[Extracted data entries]
====================

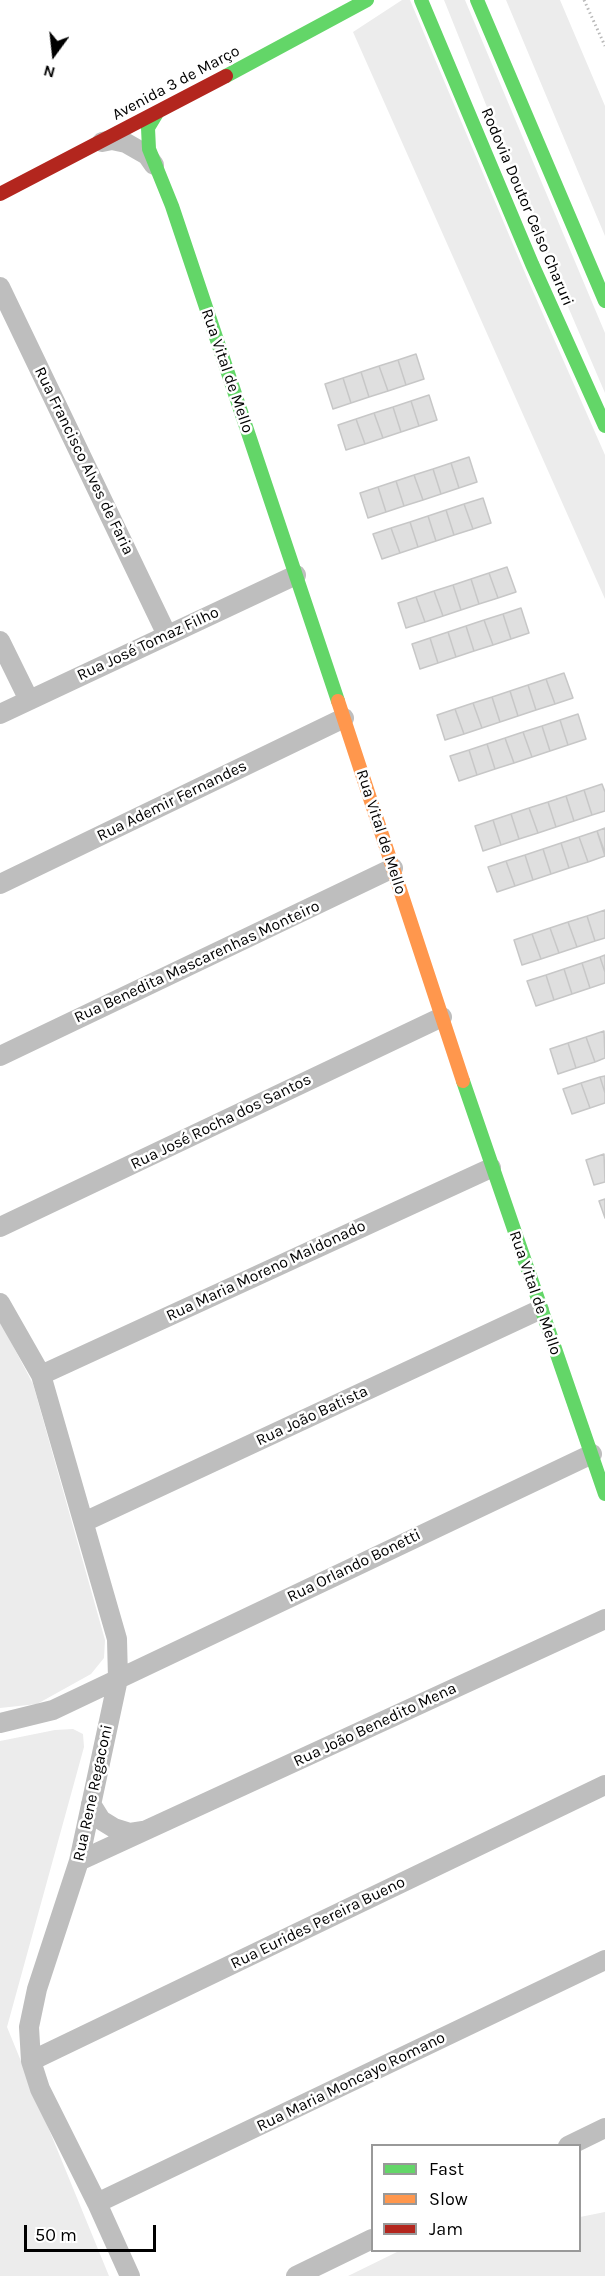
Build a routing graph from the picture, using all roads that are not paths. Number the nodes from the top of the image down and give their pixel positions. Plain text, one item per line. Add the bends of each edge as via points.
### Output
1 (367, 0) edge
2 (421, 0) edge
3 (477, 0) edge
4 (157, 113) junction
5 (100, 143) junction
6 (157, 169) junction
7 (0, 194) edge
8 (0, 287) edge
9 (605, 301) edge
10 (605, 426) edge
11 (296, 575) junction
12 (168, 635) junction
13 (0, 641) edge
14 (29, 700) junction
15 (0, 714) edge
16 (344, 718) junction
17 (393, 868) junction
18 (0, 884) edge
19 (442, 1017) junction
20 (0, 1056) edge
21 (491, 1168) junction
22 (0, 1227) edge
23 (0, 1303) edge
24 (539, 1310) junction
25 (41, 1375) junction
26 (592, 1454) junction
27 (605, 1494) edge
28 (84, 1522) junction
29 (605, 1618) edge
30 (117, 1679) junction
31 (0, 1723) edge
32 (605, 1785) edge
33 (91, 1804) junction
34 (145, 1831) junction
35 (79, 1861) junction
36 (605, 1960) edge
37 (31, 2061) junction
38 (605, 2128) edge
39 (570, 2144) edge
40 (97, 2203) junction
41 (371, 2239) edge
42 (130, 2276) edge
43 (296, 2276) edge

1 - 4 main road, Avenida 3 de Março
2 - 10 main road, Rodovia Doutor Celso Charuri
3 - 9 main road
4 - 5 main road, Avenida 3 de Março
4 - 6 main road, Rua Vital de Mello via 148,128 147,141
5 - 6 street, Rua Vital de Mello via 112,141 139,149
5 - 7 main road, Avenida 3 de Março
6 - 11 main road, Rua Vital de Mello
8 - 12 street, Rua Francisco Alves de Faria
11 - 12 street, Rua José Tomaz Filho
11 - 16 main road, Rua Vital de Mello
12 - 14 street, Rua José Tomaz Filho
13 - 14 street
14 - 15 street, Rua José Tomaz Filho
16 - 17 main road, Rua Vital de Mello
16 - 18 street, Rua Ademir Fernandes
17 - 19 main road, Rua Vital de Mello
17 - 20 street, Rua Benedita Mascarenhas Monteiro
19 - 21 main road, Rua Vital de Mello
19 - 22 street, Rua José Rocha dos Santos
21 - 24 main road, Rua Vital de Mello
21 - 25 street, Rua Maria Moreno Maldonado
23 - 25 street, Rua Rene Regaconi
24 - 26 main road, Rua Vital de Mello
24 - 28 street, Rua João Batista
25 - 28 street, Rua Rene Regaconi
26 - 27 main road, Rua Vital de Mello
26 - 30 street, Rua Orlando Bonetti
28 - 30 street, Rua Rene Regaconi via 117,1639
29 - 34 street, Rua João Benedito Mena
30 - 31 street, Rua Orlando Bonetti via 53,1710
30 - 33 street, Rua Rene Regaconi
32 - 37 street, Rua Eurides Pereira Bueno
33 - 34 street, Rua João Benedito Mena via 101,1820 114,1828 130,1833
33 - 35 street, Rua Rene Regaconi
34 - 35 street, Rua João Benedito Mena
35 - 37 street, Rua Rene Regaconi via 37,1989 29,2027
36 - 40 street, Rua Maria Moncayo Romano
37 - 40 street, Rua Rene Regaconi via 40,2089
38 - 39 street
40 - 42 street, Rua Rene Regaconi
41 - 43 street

====================

## DIRECTIONS FOR THIS TASK
Could you return the lines in the entries above that contain "Bonetti"?

## THE COMPLETED TASK
26 - 30 street, Rua Orlando Bonetti
30 - 31 street, Rua Orlando Bonetti via 53,1710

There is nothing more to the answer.